Grande divisione e modelli alternativi di fondazione dell’etica. Commento a Zecchinato

 

Roberto Mordacci

Facoltà di Filosofia

Università San Raffaele - Milano

 

 

1. Non posso che essere d’accordo con la sintetica e acuta contro-argomentazione offerta da Zecchinato sul libro di Putnam. Quest’ultimo in effetti tradisce un’idea del dibattito sul tema piuttosto datata (ferma all’incirca agli anni Trenta del Novecento): non solo considera un po’ sommariamente tutto il dibattito, che dura ormai da cinquant’anni, sulla legge di Hume in etica, e quindi sceglie come bersaglio critico argomentazioni ampiamente superate, ma presenta della legge di Hume una concezione piuttosto rozza e decisamente limitata. Rispetto a tale concezione (in sostanza quella del primo positivismo logico), lo sviluppo della filosofia del linguaggio e soprattutto della filosofia della mente, cui lo stesso Putnam ha dato un significativo contributo, ha reso quasi un luogo comune una serie di obiezioni profonde: basti pensare, per restare su un terreno familiare a Putnam, alle critiche alla concezione idealizzata dei «fatti» (e a quella incomprensibilmente «aliena» dei valori) che già nei giorni aurei del positivismo subiva gli attacchi  endogeni derivanti dal principio di indeterminazione, la fisica quantistica, la relatività. (1)

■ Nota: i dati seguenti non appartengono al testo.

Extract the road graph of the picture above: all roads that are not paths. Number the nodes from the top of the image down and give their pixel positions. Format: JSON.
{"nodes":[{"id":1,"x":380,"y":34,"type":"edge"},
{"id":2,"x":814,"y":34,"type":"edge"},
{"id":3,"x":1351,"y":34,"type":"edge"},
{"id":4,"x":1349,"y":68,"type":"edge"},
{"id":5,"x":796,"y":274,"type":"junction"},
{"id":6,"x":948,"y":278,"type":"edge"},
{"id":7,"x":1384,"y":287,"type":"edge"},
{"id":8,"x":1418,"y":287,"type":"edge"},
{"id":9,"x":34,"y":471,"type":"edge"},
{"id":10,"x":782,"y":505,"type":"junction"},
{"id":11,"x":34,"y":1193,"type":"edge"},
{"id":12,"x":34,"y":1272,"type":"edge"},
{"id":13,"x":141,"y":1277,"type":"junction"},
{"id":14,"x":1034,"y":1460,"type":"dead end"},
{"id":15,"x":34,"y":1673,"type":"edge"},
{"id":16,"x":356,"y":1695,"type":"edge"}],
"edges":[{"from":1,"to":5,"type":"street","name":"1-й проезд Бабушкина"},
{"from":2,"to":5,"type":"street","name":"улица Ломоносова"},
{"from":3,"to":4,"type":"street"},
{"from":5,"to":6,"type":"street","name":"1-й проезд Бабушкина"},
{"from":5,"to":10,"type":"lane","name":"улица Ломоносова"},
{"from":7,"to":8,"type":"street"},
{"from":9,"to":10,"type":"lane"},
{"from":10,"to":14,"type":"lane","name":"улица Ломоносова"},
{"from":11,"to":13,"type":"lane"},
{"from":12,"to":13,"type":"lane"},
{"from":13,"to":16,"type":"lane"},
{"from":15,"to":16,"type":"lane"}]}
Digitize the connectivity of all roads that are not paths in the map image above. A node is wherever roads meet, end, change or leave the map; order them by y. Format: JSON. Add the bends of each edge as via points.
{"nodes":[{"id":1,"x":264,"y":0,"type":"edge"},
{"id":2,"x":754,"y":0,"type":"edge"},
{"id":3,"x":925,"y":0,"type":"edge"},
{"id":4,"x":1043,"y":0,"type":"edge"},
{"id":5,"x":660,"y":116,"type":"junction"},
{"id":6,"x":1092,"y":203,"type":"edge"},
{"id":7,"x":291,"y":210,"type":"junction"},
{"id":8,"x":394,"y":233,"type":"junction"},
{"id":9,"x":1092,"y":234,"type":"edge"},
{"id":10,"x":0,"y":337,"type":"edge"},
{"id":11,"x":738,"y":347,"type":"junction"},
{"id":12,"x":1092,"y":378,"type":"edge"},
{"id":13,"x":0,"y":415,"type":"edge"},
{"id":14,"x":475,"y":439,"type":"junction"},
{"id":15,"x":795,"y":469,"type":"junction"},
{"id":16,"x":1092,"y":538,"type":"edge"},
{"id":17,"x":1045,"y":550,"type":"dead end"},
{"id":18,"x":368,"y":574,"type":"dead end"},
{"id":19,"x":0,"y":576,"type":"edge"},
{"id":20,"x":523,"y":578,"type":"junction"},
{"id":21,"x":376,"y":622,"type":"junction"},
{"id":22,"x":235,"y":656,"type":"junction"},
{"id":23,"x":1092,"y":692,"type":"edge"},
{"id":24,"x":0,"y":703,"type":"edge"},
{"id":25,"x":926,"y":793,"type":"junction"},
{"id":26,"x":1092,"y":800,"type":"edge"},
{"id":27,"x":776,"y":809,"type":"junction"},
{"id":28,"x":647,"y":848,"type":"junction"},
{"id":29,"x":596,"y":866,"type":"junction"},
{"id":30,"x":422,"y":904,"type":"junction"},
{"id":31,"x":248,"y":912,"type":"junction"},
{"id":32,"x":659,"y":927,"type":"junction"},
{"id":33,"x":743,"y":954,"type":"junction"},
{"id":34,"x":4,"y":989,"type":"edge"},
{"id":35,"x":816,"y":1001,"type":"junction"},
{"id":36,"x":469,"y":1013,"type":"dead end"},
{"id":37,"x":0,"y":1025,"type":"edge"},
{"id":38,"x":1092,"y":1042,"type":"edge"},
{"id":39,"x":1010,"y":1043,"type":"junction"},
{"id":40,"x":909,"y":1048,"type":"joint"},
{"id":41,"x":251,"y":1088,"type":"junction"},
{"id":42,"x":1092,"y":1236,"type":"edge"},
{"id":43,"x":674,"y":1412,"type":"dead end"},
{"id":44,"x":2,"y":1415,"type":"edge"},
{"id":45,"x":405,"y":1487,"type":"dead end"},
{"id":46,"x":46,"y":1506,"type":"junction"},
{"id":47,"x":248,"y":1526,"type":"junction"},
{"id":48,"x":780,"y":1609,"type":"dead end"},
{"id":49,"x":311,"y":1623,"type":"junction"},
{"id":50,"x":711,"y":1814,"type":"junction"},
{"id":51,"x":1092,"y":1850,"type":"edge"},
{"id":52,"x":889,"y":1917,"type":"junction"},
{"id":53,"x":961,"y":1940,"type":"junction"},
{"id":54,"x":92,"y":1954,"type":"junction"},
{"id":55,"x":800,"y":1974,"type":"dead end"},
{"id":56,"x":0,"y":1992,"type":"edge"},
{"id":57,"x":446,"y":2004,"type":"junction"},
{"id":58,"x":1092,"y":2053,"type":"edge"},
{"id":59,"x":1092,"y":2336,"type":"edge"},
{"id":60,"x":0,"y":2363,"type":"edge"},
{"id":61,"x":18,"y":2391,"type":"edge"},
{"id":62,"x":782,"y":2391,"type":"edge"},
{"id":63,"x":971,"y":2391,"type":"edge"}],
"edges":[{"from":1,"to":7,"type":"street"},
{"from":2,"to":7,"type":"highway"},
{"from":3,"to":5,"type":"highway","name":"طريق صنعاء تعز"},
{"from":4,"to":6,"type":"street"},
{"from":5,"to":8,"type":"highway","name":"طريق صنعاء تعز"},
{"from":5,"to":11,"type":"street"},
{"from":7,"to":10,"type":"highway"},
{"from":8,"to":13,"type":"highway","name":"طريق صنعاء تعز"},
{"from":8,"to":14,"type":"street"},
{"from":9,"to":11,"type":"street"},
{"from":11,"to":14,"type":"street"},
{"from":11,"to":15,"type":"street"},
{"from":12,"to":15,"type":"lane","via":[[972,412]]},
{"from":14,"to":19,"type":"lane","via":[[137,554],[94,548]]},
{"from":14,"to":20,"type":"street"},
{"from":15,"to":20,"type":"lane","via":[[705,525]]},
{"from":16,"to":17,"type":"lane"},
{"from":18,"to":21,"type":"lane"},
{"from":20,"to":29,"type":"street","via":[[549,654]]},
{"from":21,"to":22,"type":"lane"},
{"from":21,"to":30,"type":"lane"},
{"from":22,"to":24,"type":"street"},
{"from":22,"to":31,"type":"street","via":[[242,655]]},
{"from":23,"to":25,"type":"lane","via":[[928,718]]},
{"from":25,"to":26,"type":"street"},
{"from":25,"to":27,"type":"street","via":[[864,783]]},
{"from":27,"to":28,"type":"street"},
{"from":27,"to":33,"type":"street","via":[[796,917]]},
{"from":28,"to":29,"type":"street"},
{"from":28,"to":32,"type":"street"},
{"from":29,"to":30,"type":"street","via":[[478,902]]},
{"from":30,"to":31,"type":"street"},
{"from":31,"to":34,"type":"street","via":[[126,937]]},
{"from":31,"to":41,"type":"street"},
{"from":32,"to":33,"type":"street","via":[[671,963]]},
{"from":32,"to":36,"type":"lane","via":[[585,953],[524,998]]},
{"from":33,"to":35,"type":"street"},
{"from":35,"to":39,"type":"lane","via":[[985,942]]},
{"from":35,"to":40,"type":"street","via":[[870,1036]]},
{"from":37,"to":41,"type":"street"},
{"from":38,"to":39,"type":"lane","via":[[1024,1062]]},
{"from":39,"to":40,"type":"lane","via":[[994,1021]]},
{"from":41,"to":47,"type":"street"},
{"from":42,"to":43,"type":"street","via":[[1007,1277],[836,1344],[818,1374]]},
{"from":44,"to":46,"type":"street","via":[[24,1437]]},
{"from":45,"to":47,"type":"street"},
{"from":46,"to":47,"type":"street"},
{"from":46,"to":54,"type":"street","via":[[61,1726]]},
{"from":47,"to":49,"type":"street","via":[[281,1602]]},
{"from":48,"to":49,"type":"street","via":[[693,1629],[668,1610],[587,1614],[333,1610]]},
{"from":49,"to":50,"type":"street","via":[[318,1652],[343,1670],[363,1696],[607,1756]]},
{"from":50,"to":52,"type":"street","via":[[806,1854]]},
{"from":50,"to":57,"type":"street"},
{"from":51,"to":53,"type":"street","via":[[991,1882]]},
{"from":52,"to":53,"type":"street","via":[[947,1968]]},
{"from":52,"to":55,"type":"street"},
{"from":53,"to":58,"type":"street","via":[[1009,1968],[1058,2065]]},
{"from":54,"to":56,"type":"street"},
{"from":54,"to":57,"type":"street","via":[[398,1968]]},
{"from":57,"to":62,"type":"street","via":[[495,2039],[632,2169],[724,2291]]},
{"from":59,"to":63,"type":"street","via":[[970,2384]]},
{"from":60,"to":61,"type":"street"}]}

Va osservato, a parziale discolpa di Putnam, che il suo obiettivo esplicito, in questo libro non è tanto l’opposizione fatti-valori nel dibattito etico-filosofico, bensì la sua persistente presenza nell’area delle scienze economiche, o almeno nella vulgata che alimenta la gran parte delle dinamiche consapevoli degli operatori ai vari livelli dell’economia mondiale. Putnam fa mostra di volersi occupare, da filosofo, della nefasta influenza di un’interpretazione troppo radicale e insostenibile della distinzione fra fatti e valori sulle discipline economiche e sulle dinamiche indotte nell’economia mondiale da questa immagine del rapporto fra il mondo «reale» (quello materiale ed economico) e l’orizzonte dei valori (etici, politici ed estetici). Sembra questa separazione, popolare e imprecisa, il vero bersaglio della polemica di Putnam, che vi rivolge contro un armamentario non proprio nuovissimo ma abbastanza collaudato. Visto così, il titolo del libro può anche suonare, invece che come il pretenzioso proclama di una confutazione definitiva, come la presa d’atto di un processo lungo e complesso, che raggiunge ora anche settori meno filosoficamente impegnati di quanto lo siano l’epistemologia e la logica.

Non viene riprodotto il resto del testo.